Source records
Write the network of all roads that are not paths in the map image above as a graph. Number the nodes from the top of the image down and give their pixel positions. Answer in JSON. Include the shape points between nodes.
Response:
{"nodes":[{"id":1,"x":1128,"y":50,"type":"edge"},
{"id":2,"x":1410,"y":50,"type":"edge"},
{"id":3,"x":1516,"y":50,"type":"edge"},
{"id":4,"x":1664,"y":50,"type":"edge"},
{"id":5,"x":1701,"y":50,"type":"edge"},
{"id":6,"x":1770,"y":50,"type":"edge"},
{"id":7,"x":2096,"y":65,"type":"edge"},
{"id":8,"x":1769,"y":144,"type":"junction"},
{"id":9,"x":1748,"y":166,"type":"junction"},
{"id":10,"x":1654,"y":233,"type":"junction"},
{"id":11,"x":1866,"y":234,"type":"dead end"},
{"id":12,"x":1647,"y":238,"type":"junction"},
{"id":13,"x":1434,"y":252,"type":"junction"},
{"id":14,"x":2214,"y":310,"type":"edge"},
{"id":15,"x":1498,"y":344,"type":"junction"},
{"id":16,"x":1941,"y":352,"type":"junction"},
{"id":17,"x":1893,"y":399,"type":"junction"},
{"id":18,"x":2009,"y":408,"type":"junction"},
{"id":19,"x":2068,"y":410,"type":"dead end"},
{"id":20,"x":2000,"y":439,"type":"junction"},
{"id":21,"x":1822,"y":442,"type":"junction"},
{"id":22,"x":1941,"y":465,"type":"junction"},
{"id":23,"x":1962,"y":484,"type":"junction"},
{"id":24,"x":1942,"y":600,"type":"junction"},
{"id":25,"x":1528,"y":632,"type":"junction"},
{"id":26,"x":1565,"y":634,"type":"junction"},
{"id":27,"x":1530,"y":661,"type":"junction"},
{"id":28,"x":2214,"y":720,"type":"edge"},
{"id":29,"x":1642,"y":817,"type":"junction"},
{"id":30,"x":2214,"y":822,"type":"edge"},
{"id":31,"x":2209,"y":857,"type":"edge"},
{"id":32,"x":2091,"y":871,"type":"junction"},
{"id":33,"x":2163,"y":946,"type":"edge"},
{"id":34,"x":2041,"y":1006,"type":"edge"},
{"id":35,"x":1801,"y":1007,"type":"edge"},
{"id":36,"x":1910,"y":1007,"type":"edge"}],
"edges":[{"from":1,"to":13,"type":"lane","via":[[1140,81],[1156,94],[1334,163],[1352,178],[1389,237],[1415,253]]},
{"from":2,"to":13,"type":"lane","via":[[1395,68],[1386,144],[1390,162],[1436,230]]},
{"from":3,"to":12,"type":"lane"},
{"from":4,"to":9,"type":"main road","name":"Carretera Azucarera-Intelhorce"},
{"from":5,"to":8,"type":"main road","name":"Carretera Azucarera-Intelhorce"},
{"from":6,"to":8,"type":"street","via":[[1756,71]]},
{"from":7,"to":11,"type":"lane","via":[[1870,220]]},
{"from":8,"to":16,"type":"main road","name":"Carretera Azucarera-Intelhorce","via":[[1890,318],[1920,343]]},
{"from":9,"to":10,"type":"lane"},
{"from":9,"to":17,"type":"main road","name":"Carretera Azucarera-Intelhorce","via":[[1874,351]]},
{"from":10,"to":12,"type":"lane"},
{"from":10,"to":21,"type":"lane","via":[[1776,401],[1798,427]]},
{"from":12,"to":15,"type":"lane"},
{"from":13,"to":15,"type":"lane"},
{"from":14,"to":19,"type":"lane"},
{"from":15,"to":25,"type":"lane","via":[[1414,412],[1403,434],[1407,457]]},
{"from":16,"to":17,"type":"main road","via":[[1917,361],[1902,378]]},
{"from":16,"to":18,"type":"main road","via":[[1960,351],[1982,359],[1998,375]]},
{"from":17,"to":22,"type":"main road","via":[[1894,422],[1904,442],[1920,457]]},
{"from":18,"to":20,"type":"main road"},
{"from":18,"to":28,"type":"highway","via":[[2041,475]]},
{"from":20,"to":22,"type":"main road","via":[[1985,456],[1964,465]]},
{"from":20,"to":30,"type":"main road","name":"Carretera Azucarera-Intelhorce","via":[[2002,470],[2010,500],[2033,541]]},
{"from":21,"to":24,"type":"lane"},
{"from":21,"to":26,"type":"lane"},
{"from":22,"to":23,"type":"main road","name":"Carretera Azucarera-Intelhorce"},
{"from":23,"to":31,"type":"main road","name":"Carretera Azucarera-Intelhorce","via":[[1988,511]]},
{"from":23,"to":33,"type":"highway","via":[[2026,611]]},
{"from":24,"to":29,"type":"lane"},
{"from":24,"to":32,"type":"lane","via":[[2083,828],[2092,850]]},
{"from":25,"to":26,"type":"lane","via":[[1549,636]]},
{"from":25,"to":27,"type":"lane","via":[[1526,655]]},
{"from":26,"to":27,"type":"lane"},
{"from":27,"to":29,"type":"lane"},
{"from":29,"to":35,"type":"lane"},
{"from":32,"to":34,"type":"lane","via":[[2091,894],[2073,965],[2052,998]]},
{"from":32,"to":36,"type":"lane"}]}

▶ _AIM OF THE EXERCISE_
How many lines of these entries contain the string "main"? Reply with the number alone.

▶ _ANSWER BELOW_
12